§ **ACTIVITY**
State the number of lines in the records that contain "South", with no other words.

:::

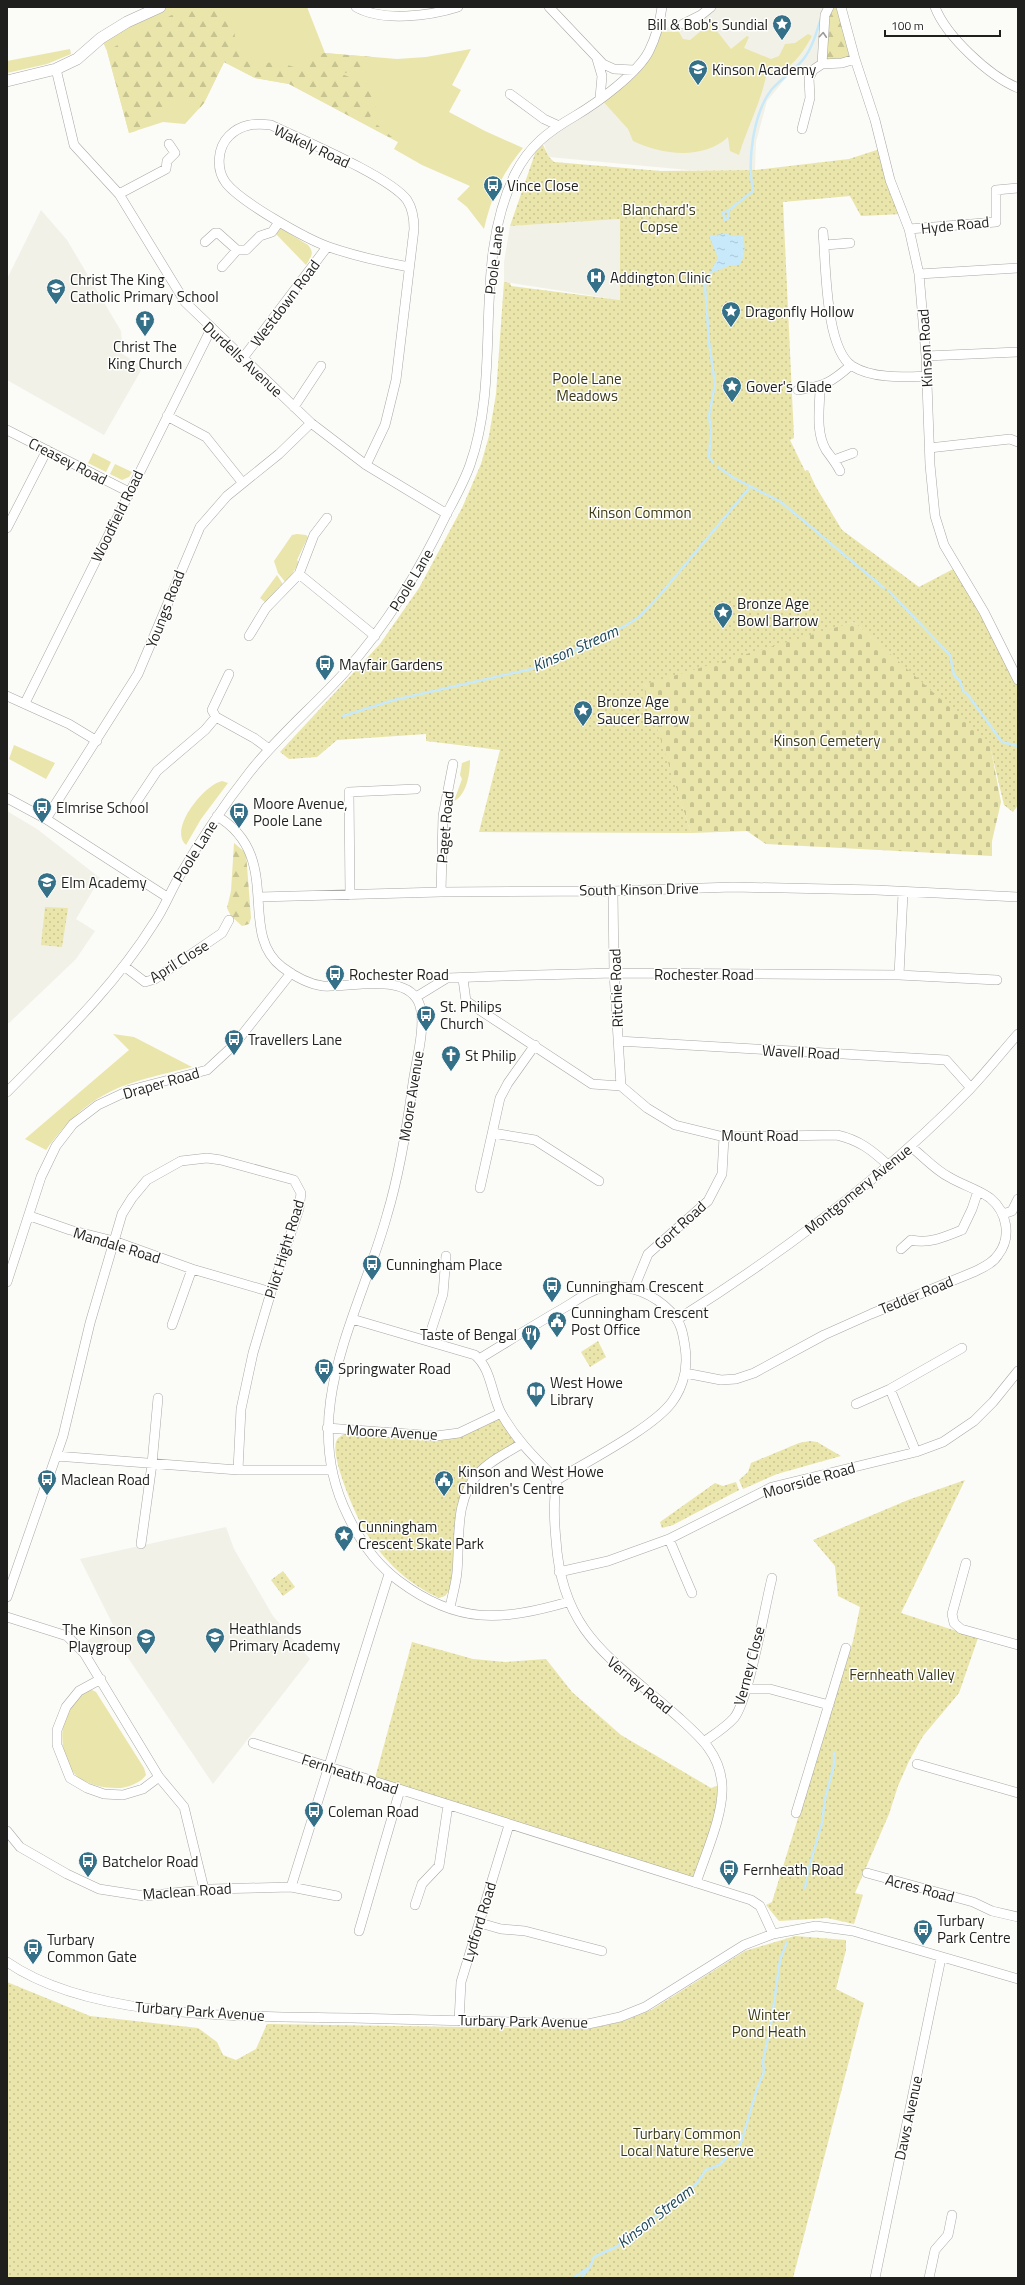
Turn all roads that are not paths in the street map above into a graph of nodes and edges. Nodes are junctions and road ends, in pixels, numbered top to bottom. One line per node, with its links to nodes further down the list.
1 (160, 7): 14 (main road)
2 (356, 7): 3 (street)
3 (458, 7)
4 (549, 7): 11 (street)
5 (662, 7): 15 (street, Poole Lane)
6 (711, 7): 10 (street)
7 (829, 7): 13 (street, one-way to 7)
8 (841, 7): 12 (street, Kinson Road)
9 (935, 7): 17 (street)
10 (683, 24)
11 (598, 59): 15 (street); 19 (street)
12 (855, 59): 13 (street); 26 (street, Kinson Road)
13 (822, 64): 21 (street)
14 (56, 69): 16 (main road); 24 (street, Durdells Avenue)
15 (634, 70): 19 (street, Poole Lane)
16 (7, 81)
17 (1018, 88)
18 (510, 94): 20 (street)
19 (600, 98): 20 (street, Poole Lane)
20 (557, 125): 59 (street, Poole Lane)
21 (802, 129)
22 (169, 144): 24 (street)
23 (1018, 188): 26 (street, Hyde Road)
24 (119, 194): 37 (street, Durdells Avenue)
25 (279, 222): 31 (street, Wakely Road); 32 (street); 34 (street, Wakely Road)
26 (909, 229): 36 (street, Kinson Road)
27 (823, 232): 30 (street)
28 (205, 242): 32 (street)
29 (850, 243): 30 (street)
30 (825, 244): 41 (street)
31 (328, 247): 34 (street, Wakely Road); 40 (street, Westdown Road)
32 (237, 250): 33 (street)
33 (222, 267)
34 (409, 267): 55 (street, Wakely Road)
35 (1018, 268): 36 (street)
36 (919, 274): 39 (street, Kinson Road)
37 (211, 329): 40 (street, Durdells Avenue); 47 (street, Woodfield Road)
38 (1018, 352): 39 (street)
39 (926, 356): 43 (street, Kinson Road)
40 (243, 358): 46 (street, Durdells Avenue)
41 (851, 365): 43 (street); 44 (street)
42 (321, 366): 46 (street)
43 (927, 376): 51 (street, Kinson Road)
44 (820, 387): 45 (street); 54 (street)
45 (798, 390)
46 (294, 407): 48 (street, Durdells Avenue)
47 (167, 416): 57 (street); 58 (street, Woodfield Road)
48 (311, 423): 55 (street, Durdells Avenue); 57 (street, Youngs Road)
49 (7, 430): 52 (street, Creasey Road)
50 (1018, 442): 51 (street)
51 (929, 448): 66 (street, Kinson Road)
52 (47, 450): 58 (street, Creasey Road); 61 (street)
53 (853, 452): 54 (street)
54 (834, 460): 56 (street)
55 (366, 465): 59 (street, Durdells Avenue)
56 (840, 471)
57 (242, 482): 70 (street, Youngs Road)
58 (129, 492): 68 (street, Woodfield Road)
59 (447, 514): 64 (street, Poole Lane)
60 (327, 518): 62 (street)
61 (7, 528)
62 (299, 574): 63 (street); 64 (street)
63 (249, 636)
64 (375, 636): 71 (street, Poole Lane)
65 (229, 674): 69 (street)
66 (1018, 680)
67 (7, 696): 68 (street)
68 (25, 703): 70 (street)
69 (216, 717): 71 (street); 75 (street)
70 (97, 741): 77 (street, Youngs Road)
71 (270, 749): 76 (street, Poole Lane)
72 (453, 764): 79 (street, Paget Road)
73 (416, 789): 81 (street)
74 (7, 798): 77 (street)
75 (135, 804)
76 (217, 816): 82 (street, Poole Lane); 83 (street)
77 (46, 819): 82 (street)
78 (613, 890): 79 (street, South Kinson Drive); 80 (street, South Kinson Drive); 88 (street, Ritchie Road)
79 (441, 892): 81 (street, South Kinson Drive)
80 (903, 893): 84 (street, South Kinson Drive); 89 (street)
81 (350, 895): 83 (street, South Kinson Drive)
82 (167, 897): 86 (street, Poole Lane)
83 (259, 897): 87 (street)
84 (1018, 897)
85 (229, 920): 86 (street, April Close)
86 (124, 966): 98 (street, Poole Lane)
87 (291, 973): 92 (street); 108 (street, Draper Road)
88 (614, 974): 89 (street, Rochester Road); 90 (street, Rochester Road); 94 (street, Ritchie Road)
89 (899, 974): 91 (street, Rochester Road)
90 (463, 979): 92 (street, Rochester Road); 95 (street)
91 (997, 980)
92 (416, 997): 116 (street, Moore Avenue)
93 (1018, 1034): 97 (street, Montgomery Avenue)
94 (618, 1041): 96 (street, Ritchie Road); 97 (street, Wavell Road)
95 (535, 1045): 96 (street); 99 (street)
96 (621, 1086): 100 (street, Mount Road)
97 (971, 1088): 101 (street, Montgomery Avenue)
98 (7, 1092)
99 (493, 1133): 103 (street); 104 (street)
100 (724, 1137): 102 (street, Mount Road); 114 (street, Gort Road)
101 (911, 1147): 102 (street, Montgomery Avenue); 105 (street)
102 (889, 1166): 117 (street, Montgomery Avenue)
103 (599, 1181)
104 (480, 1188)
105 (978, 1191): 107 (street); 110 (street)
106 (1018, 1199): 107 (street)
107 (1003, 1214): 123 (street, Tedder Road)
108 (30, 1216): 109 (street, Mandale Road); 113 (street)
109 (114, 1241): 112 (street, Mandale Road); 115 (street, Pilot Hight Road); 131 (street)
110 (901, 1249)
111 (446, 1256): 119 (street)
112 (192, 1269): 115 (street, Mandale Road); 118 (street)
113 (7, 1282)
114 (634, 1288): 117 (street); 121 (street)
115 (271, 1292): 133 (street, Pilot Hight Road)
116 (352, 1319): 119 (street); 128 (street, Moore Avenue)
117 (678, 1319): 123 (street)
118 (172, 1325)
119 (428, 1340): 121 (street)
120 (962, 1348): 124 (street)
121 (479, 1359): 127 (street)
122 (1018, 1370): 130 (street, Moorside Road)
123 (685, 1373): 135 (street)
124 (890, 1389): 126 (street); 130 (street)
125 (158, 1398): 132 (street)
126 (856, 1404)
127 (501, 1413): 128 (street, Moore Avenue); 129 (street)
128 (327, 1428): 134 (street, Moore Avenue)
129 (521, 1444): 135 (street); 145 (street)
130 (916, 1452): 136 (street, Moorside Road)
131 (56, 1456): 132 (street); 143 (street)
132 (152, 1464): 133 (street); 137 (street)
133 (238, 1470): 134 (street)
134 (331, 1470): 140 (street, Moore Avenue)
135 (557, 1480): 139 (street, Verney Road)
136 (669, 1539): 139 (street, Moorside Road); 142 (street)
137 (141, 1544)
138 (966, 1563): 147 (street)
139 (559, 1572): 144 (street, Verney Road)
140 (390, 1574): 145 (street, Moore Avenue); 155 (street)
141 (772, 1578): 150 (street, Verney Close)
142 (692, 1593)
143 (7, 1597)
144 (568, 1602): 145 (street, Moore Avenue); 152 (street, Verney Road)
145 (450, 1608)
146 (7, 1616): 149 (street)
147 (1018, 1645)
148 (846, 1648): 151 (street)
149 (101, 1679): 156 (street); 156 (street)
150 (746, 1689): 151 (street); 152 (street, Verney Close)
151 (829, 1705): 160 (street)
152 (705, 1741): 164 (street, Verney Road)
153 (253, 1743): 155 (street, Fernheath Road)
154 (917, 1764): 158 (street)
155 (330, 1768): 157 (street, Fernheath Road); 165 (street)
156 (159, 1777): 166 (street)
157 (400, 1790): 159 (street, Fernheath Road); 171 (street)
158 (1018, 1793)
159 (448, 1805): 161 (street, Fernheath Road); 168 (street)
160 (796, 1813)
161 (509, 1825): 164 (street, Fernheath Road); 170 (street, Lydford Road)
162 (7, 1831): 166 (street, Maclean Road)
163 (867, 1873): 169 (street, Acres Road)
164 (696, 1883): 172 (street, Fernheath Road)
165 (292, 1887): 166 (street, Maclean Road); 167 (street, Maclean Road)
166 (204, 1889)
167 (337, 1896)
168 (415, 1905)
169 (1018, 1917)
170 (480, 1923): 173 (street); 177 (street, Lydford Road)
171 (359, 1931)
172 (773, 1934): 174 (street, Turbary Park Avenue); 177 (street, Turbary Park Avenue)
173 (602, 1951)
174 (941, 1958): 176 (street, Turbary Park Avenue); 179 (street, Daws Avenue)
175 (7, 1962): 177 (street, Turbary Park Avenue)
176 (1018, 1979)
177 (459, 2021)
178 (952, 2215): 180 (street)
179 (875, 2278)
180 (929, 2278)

:::

§ **OUTPUT BELOW**
4